WORK TO BE COMPLETED: Word for word, and without a single picture, repeat the entries.

INPUT MATERIAL:
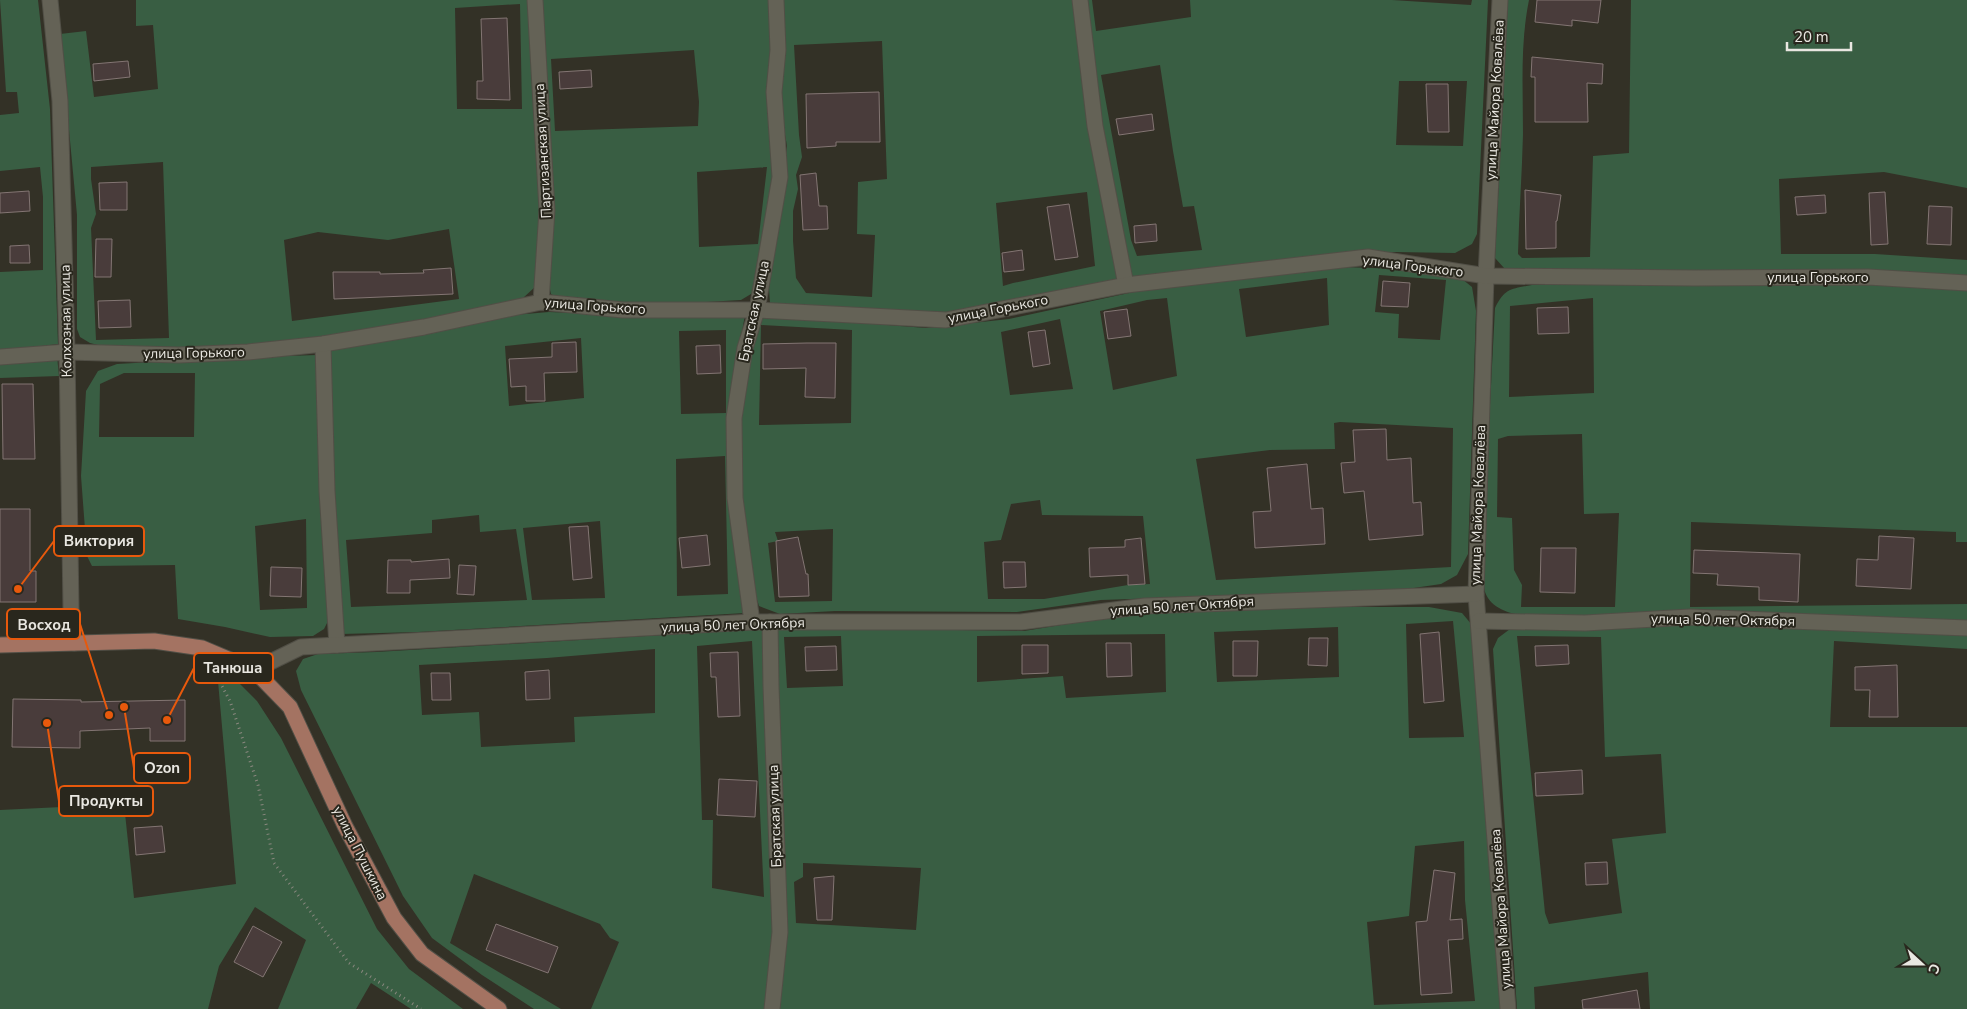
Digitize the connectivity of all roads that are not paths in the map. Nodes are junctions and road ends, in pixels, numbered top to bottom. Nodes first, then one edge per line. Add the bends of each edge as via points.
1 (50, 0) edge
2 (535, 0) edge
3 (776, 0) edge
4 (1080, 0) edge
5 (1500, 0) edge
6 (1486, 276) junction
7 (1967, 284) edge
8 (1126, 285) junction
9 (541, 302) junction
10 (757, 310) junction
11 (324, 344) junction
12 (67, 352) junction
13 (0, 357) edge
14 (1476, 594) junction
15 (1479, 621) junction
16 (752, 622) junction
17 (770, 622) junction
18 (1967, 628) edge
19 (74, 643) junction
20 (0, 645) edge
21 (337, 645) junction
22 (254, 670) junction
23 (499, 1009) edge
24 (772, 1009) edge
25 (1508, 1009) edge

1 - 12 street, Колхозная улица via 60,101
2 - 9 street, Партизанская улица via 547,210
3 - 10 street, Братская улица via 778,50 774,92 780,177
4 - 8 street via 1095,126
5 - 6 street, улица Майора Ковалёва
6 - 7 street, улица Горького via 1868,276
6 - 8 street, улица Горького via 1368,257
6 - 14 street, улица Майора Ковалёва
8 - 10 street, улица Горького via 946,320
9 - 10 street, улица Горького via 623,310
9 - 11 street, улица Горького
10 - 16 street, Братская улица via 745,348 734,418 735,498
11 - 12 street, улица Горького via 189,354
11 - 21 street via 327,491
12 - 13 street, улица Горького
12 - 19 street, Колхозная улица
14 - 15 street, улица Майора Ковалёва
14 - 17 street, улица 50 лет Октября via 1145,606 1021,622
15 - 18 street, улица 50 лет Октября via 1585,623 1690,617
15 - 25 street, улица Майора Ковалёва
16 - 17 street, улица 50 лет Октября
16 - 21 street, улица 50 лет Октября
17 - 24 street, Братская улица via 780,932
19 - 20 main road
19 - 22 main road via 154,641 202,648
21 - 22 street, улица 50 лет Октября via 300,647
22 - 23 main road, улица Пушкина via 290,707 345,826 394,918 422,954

EXERCISE ANSWER:
Digitize the connectivity of all roads that are not paths in the map. Nodes are junctions and road ends, in pixels, numbered top to bottom. Nodes first, then one edge per line. Add the bends of each edge as via points.
1 (50, 0) edge
2 (535, 0) edge
3 (776, 0) edge
4 (1080, 0) edge
5 (1500, 0) edge
6 (1486, 276) junction
7 (1967, 284) edge
8 (1126, 285) junction
9 (541, 302) junction
10 (757, 310) junction
11 (324, 344) junction
12 (67, 352) junction
13 (0, 357) edge
14 (1476, 594) junction
15 (1479, 621) junction
16 (752, 622) junction
17 (770, 622) junction
18 (1967, 628) edge
19 (74, 643) junction
20 (0, 645) edge
21 (337, 645) junction
22 (254, 670) junction
23 (499, 1009) edge
24 (772, 1009) edge
25 (1508, 1009) edge

1 - 12 street, Колхозная улица via 60,101
2 - 9 street, Партизанская улица via 547,210
3 - 10 street, Братская улица via 778,50 774,92 780,177
4 - 8 street via 1095,126
5 - 6 street, улица Майора Ковалёва
6 - 7 street, улица Горького via 1868,276
6 - 8 street, улица Горького via 1368,257
6 - 14 street, улица Майора Ковалёва
8 - 10 street, улица Горького via 946,320
9 - 10 street, улица Горького via 623,310
9 - 11 street, улица Горького
10 - 16 street, Братская улица via 745,348 734,418 735,498
11 - 12 street, улица Горького via 189,354
11 - 21 street via 327,491
12 - 13 street, улица Горького
12 - 19 street, Колхозная улица
14 - 15 street, улица Майора Ковалёва
14 - 17 street, улица 50 лет Октября via 1145,606 1021,622
15 - 18 street, улица 50 лет Октября via 1585,623 1690,617
15 - 25 street, улица Майора Ковалёва
16 - 17 street, улица 50 лет Октября
16 - 21 street, улица 50 лет Октября
17 - 24 street, Братская улица via 780,932
19 - 20 main road
19 - 22 main road via 154,641 202,648
21 - 22 street, улица 50 лет Октября via 300,647
22 - 23 main road, улица Пушкина via 290,707 345,826 394,918 422,954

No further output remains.